* PROBLEM STATEMENT *
Copy each line from the listing below where the word "Prolongación" shows up.

* GIVEN RECORDS *
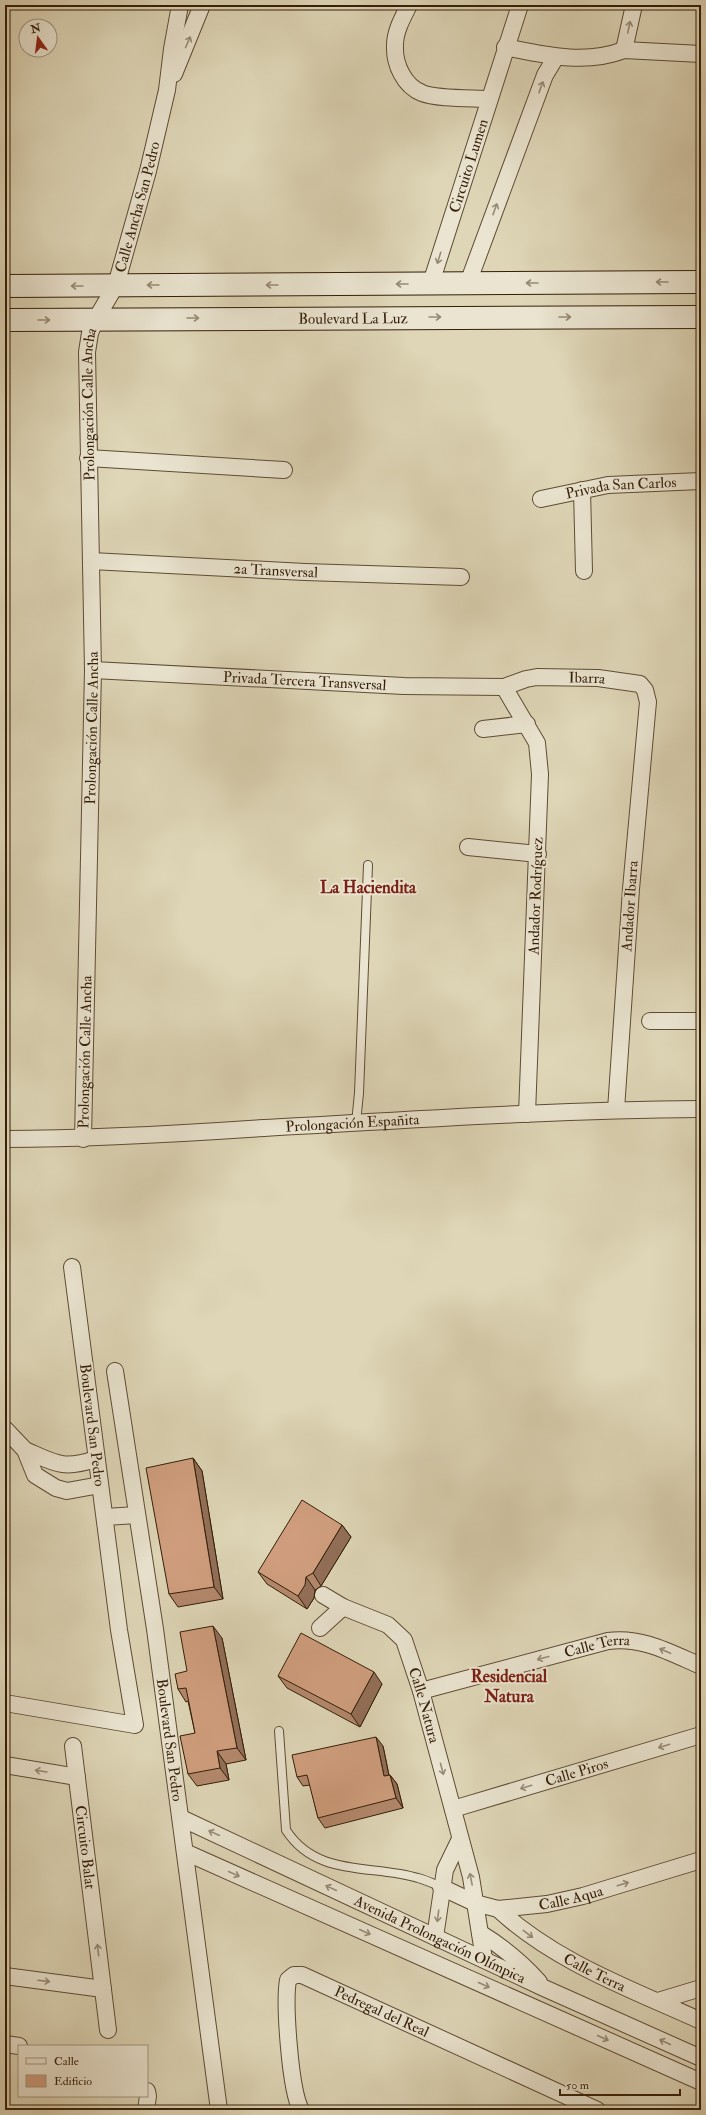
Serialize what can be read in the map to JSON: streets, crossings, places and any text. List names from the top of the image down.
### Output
{
  "streets": {
    "main road": ["Boulevard La Luz"],
    "street": [
      "Circuito Lumen",
      "Calle Ancha San Pedro",
      "Prolongación Calle Ancha",
      "Privada San Carlos",
      "2a Transversal",
      "Ibarra",
      "Privada Tercera Transversal",
      "Andador Rodríguez",
      "Andador Ibarra",
      "Prolongación Españita",
      "Boulevard San Pedro",
      "Calle Terra",
      "Calle Natura",
      "Calle Piros",
      "Circuito Balat",
      "Calle Aqua",
      "Avenida Prolongación Olímpica",
      "Pedregal del Real"
    ]
  },
  "crossings": [
    ["Calle Ancha San Pedro", "Boulevard La Luz"],
    ["Calle Ancha San Pedro", "Prolongación Calle Ancha"],
    ["Boulevard La Luz", "Prolongación Calle Ancha"],
    ["Prolongación Calle Ancha", "2a Transversal"],
    ["Prolongación Calle Ancha", "Privada Tercera Transversal"],
    ["Prolongación Calle Ancha", "Prolongación Españita"],
    ["Ibarra", "Privada Tercera Transversal"],
    ["Ibarra", "Andador Rodríguez"],
    ["Ibarra", "Andador Ibarra"],
    ["Privada Tercera Transversal", "Andador Rodríguez"],
    ["Andador Rodríguez", "Prolongación Españita"],
    ["Andador Ibarra", "Prolongación Españita"],
    ["Boulevard San Pedro", "Avenida Prolongación Olímpica"],
    ["Calle Terra", "Calle Natura"],
    ["Calle Terra", "Calle Aqua"],
    ["Calle Natura", "Calle Piros"],
    ["Calle Natura", "Calle Aqua"],
    ["Calle Natura", "Avenida Prolongación Olímpica"]
  ],
  "one_way": ["Calle Piros", "Circuito Balat", "Calle Aqua"],
  "districts": ["La Haciendita", "Residencial Natura"],
  "legend": ["Calle", "Edificio"],
  "scale_bar": "50 m",
  "north": "top"
}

* SOLUTION TO THE PROBLEM *
      "Prolongación Calle Ancha",
      "Prolongación Españita",
      "Avenida Prolongación Olímpica",
    ["Calle Ancha San Pedro", "Prolongación Calle Ancha"],
    ["Boulevard La Luz", "Prolongación Calle Ancha"],
    ["Prolongación Calle Ancha", "2a Transversal"],
    ["Prolongación Calle Ancha", "Privada Tercera Transversal"],
    ["Prolongación Calle Ancha", "Prolongación Españita"],
    ["Andador Rodríguez", "Prolongación Españita"],
    ["Andador Ibarra", "Prolongación Españita"],
    ["Boulevard San Pedro", "Avenida Prolongación Olímpica"],
    ["Calle Natura", "Avenida Prolongación Olímpica"]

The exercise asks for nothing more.